“Abbiamo raggiunto una immunità di gregge che parte da lontano da anni di discriminazione e difficoltà: noi ripartiremo”

Sono Antonio Guitto,

un esercente Eurobet di Napoli e non posso che condividere la frustrazione ed il senso di abbandono che noi tutti stiamo vivendo ai tempi del Covid 19.

Siamo invisibili, eppure le nostre aziende private lavorano per lo Stato, il settore garantisce ogni anno 11mld di entrate erariali, ma nessuno ne parla.

Spesso lo facciamo tra di noi sulle testate specializzate lamentandoci di tanta indifferenza, ce la cantiamo e suoniamo ma non arriviamo a comunicarlo al grande pubblico.

E’ di tutta evidenza che i media nazionali si occupano del gioco esclusivamente per fatti di cronaca giudiziaria e/o per limitazioni imposte da regolamenti regionali o comunali. In questi due mesi di lockdown poche voci si sono levate talvolta in maniera confusa per rivendicare la giusta attenzione , quasi ci vergogniamo di cosa facciamo e del nostro lavoro.

E’ arrivato il momento di chiederci cosa non ha funzionato.

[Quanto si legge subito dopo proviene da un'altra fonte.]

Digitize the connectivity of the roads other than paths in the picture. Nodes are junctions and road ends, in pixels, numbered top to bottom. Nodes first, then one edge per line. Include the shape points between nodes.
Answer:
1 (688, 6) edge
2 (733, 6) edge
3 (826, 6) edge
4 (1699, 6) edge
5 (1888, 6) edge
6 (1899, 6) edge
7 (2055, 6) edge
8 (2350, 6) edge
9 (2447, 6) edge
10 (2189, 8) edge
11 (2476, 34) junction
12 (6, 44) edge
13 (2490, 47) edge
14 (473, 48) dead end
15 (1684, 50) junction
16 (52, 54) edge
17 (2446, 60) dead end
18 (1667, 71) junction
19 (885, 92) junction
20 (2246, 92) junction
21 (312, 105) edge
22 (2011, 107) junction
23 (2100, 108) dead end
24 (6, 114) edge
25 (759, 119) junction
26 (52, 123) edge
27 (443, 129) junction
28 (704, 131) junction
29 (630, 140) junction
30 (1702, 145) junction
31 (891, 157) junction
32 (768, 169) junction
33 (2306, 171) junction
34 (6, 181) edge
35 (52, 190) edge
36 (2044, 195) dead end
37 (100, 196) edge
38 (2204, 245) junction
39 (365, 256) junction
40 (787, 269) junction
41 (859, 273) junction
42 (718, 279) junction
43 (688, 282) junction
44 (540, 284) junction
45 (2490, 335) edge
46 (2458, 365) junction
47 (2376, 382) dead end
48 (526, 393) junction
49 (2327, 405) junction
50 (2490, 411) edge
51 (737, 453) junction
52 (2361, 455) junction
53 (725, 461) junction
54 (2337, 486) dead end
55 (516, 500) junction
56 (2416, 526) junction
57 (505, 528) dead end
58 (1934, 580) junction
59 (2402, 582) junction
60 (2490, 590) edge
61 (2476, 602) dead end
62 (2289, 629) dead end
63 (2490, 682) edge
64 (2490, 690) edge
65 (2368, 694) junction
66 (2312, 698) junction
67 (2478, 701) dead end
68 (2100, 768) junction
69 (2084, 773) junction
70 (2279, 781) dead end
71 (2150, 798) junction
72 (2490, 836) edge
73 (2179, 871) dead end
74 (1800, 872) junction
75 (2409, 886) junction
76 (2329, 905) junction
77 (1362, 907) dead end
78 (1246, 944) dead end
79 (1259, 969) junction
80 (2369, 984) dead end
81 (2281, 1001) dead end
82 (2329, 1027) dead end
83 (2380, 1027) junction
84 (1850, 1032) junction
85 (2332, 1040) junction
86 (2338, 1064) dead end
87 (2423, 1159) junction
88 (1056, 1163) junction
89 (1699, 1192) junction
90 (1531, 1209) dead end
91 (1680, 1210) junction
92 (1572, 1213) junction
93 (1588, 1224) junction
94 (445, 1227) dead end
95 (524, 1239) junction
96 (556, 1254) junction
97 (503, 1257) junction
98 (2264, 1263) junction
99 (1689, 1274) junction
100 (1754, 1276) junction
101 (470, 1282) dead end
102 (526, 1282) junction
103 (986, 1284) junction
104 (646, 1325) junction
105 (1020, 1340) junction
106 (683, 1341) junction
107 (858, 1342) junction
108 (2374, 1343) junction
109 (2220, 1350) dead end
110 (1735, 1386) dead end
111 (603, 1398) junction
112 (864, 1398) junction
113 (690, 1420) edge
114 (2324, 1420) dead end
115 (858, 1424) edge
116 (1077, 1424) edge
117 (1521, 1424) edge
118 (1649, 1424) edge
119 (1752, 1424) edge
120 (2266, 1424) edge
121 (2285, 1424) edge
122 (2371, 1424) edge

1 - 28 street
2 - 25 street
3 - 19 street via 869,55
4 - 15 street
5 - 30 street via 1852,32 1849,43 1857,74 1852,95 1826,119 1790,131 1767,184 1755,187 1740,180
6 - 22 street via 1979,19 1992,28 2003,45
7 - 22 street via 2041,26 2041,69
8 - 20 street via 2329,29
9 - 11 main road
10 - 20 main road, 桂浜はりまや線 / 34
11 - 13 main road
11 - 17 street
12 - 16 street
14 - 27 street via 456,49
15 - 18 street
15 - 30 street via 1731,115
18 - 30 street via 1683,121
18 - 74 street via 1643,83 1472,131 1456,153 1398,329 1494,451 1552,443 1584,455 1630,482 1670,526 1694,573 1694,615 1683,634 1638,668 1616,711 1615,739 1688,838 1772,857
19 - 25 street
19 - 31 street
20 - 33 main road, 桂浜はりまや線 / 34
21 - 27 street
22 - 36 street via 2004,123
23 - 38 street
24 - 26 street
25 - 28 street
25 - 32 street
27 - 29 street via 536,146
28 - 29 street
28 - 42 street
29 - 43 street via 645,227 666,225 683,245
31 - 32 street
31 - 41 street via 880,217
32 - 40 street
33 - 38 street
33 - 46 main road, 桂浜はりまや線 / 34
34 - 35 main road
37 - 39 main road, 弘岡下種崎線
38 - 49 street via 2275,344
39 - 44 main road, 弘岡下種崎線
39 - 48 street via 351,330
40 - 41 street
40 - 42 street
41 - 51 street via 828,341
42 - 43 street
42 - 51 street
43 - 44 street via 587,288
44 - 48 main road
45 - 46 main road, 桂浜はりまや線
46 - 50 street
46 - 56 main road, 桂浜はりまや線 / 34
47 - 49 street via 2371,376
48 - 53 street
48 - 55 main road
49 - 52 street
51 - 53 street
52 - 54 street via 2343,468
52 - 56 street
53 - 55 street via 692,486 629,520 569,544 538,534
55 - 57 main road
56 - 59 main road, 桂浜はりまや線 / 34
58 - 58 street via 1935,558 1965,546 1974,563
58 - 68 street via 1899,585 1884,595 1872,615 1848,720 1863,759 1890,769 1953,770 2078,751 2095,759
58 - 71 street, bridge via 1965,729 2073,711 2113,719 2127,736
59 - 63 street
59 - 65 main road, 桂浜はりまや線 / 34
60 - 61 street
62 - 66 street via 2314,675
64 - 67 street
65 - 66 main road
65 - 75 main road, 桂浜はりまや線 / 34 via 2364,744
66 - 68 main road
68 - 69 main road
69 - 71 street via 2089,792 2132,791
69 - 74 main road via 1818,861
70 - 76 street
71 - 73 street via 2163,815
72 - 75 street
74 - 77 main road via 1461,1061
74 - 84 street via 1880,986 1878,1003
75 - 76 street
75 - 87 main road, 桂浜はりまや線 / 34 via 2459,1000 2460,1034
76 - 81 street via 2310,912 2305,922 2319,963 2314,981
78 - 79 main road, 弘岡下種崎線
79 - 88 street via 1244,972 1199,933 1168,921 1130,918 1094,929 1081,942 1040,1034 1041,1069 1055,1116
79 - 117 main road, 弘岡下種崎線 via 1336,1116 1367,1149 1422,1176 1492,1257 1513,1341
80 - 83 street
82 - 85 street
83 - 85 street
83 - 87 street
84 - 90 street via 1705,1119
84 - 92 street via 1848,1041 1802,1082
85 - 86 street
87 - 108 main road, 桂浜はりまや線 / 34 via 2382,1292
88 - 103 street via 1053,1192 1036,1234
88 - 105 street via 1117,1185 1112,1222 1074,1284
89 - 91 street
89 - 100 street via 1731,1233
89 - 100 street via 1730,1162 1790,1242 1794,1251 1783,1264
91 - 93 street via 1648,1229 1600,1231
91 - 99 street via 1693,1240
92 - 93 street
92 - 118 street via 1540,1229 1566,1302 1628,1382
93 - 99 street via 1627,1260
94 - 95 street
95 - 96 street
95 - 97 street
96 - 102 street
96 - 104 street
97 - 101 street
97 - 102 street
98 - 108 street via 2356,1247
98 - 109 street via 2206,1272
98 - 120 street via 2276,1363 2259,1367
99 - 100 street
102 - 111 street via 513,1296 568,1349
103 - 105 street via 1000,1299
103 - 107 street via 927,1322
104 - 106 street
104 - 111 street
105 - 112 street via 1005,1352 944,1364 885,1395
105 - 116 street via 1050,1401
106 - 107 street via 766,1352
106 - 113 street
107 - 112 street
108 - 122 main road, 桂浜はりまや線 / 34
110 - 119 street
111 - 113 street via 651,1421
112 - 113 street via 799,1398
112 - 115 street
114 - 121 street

Soffriamo un “ distanziamento sociale e culturale “ dall’opinione pubblica, dal territorio e dalla politica.

Noi esercenti abbiamo abdicato al nostro ruolo smettendo di essere rappresentati, confidando in strategie e relazioni istituzionali di “ altri “soggetti -.

Ci hanno chiesto di resistere in attesa di riforme che avessero riordinato il settore ottimizzando l’offerta di gioco e rendendo profittevole il lavoro che svolgiamo con tanta passione. Sappiamo come è andata: insopportabili aumenti di tassazioni e una valanga di ordinanze e leggi regionali e comunali, dulcis in fundo la pandemia.

Ci sono responsabilità di chi ha taciuto, di chi non ha saputo parlare alla politica pensando che quegli 11 mld fossero irrinunciabili e che prima o poi ci avessero riabilitati presso le istituzioni.

Dobbiamo cambiare passo, recuperare il contatto con la gente come raccontano i tanti colleghi A TESTA ALTA e soprattutto riprendere quel dialogo con le istituzioni locali e nazionali uscendo dal corto circuito con iniziative utili a riconnettersi con la società civile.

Il settore aveva una formidabile occasione in questo momento tragico per il paese di recuperare l’immagine con gesti liberali e donazioni a favore dell’emergenza sanitaria, non mi pare che sia stato fatto.

Fondamentale è comunicare e spiegare a livello nazionale che quegli 11 mld di imposte servono a costruire scuole, ospedali migliorare l’ambiente e a dare un reddito di cittadinanza a chi ha perso il lavoro.

Un noto ministro dell’economia della nostra Repubblica ebbe a dire che le tasse sono una cosa bellissima. Ecco mi piacerebbe che ci battessimo per dare un vincolo di destinazione alle imposte raccolte da tutta la filiera del gioco pubblico, sicuramente saremo più rispettati.

In conclusione: ripartiremo, abbiamo raggiunto una immunità di gregge che parte da lontano da anni di discriminazione e difficoltà ma dobbiamo cambiare prospettive e comunicazione.